▶ **Work item**:
All lines of the entries with "Baird" in them must be listed.

▶ **Input material**:
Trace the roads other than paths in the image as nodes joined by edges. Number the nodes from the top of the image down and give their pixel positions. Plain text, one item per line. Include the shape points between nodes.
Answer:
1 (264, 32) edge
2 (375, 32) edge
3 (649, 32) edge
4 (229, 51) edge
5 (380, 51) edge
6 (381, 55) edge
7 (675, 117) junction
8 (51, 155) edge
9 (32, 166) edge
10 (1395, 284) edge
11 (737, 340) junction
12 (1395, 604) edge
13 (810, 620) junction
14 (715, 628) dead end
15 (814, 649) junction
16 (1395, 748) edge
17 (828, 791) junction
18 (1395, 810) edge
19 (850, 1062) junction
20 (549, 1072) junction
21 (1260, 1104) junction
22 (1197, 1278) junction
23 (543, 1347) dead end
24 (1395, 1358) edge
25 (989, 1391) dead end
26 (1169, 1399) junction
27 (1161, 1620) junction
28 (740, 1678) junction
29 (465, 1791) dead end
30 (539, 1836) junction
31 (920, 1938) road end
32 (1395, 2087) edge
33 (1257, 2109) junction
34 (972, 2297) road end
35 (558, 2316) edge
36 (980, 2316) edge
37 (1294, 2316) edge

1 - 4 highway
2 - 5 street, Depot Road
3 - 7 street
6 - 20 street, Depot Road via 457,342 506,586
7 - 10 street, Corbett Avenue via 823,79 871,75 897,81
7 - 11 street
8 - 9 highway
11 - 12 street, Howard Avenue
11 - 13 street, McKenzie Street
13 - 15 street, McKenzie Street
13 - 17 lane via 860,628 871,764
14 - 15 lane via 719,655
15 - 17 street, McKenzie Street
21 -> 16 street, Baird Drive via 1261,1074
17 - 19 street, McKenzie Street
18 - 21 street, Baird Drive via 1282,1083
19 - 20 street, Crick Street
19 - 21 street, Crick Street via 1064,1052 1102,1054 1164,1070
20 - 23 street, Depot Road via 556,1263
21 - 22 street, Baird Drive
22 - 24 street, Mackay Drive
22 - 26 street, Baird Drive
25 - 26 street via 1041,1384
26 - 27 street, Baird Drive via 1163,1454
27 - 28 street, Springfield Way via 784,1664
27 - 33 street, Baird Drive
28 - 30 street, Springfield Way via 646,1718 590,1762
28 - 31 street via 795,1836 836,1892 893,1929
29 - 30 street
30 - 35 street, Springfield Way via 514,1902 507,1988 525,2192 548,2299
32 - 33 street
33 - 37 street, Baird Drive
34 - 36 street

▶ **Solution below**:
21 -> 16 street, Baird Drive via 1261,1074
18 - 21 street, Baird Drive via 1282,1083
21 - 22 street, Baird Drive
22 - 26 street, Baird Drive
26 - 27 street, Baird Drive via 1163,1454
27 - 33 street, Baird Drive
33 - 37 street, Baird Drive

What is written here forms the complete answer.